Leah Schultz: Teachers can’t control everything
The passage of SB 191 was met with celebration, as it inspired a standing ovation from our state’s congressmen and women. With such cause for celebration, I began to wonder if this bill could act as a model for other legislation by applying its main premise: Those who offer professional instruction should be evaluated by the behavior and performance of those they serve. In an effort to abate the problem of childhood obesity, we should create legislation that evaluates pediatricians on their patients’ improved behavior. If patients, who have been given professional instruction in improved diet and increased exercise, don’t show improvement, then pediatricians should face the loss of their practice. In addition, we could create a bill which potentially debars defense attorneys who are unable to change the behavior of their clients. If a client violates their probation and chooses to not employ the attorney’s instruction, then clearly, the attorney has not done enough to prepare his or her client to be a positive member of society. (We could apply this same practice in evaluating judges, I suppose.) Sounds like a great idea, right?

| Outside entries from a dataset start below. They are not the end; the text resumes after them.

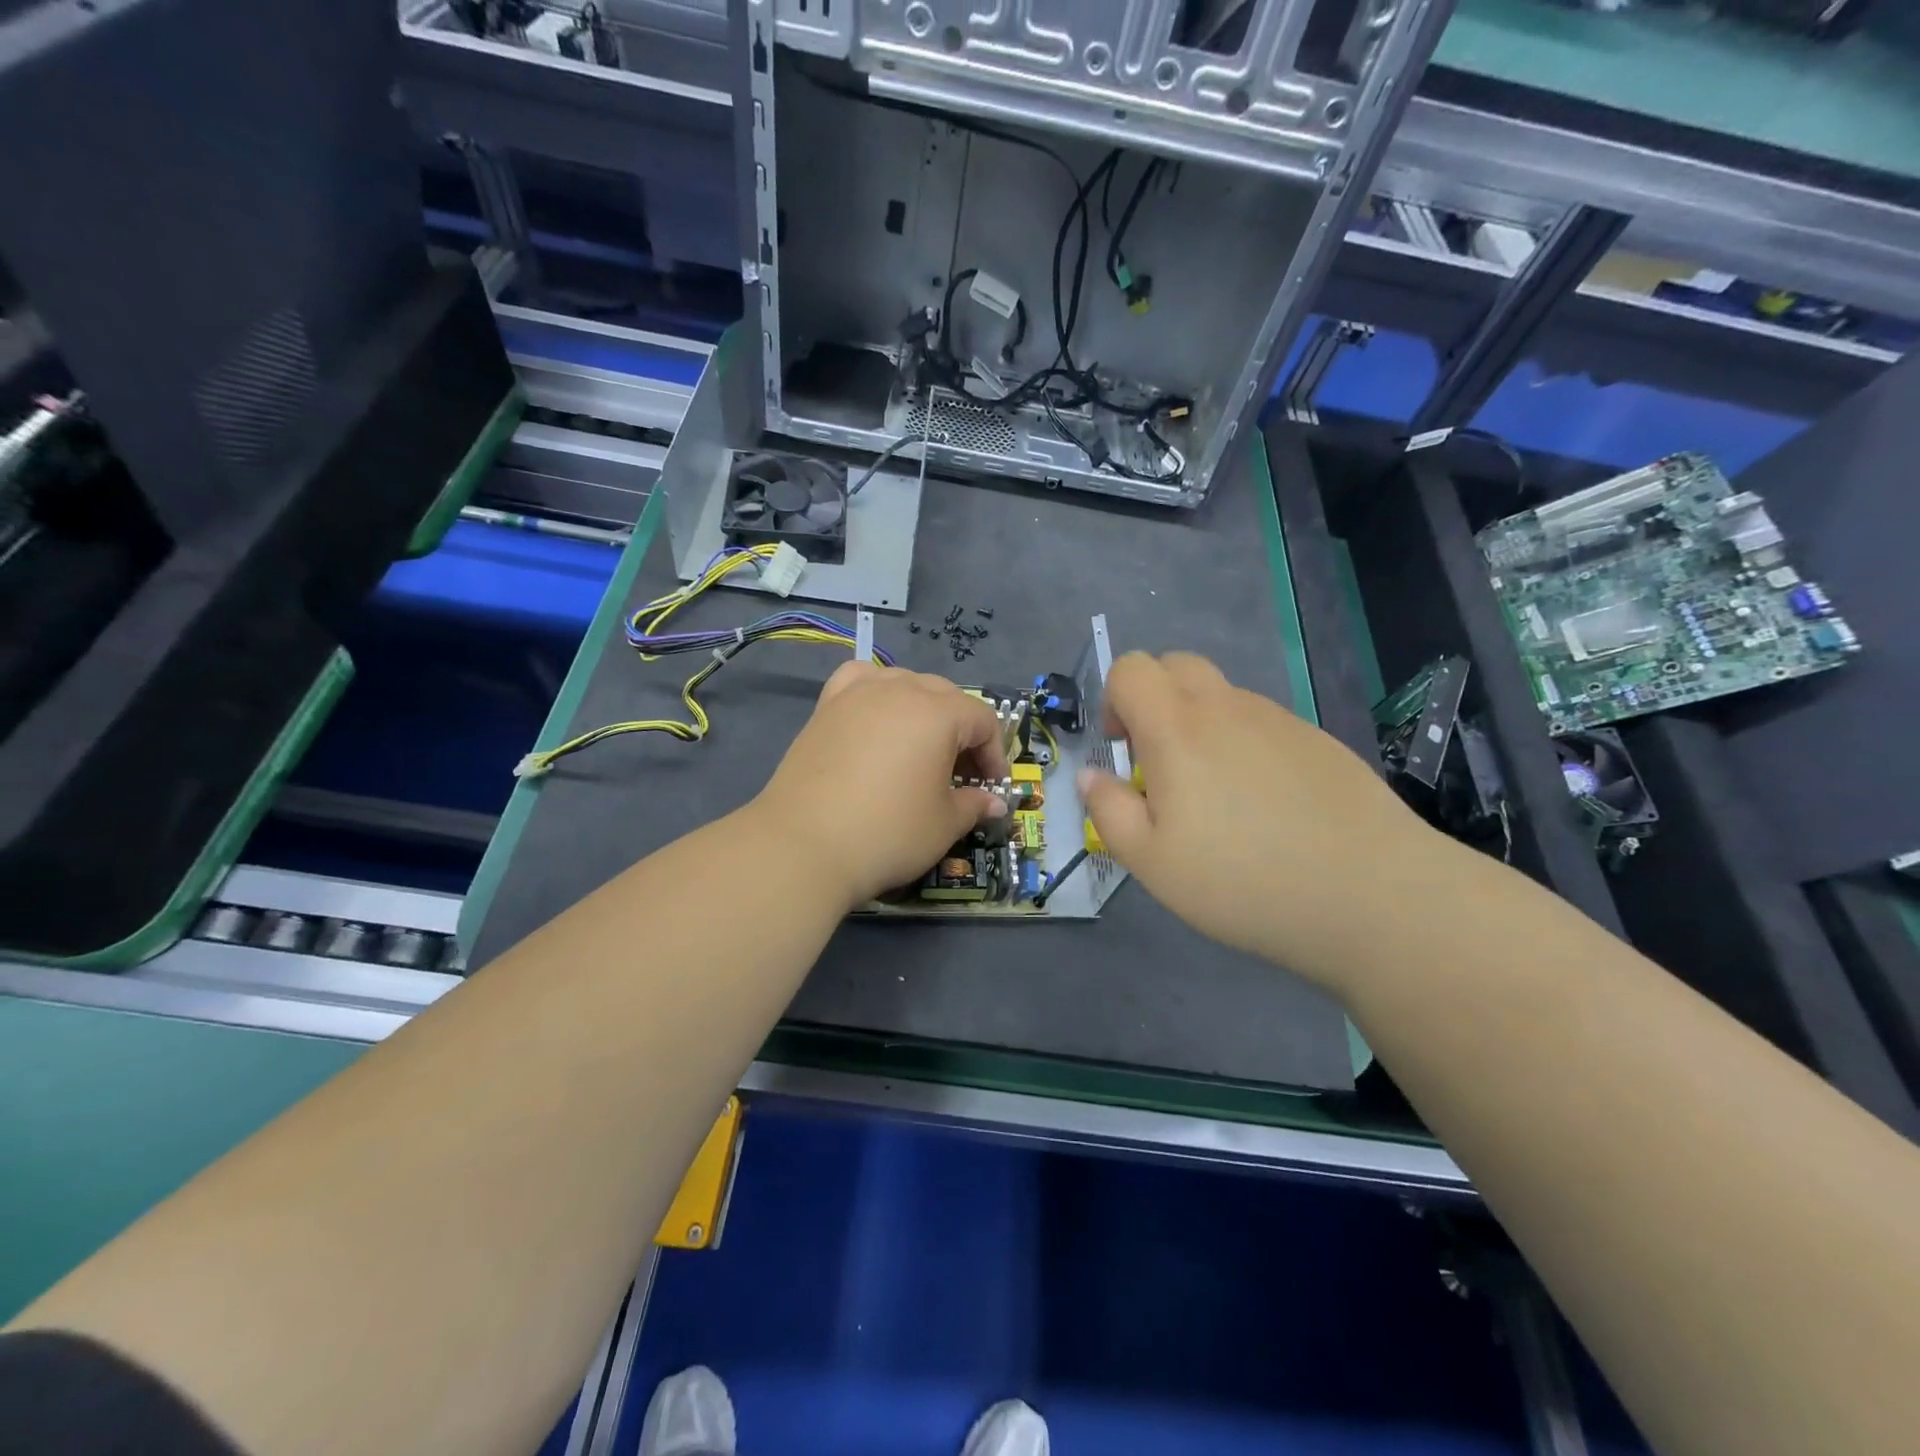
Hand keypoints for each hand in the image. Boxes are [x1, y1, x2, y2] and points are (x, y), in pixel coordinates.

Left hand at [750, 660, 1009, 908]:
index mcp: (938, 713)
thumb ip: (974, 805)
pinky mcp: (826, 707)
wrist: (803, 846)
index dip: (994, 754)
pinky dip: (876, 691)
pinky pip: (860, 680)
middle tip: (960, 775)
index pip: (982, 719)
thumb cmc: (887, 833)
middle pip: (946, 696)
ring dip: (923, 709)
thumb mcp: (944, 825)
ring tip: (920, 747)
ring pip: (904, 683)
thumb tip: (994, 803)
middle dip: (962, 732)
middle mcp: (900, 690)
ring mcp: (858, 694)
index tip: (990, 787)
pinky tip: (876, 715)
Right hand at [1078, 651, 1449, 992]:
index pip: (1132, 668)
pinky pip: (1263, 724)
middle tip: (1160, 764)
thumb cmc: (1243, 881)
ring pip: (1222, 696)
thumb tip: (1091, 775)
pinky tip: (1267, 808)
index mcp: (1178, 729)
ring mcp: (1280, 720)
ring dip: (1201, 726)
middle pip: (1177, 664)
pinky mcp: (1319, 741)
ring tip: (1218, 799)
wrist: (1373, 895)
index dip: (1113, 700)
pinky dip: (1244, 746)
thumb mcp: (1151, 862)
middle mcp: (1228, 708)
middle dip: (1154, 700)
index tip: (1123, 752)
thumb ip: (1108, 810)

In my years of teaching, I have witnessed educators performing acts which may be considered miraculous; I have had the honor of working with professionals who should be considered superheroes for what they can accomplish in the classroom. But, I have yet to get my hands on the magic elixir which allows me to control the behavior and attitude, genetic make-up, socio-economic status, family and community support, ethical and moral decision making, and critical thinking of another human being. And, assuming that the Colorado State Congress has discovered it, I am sure that everyone would like to get their hands on it – not just the educators whose jobs now depend on it.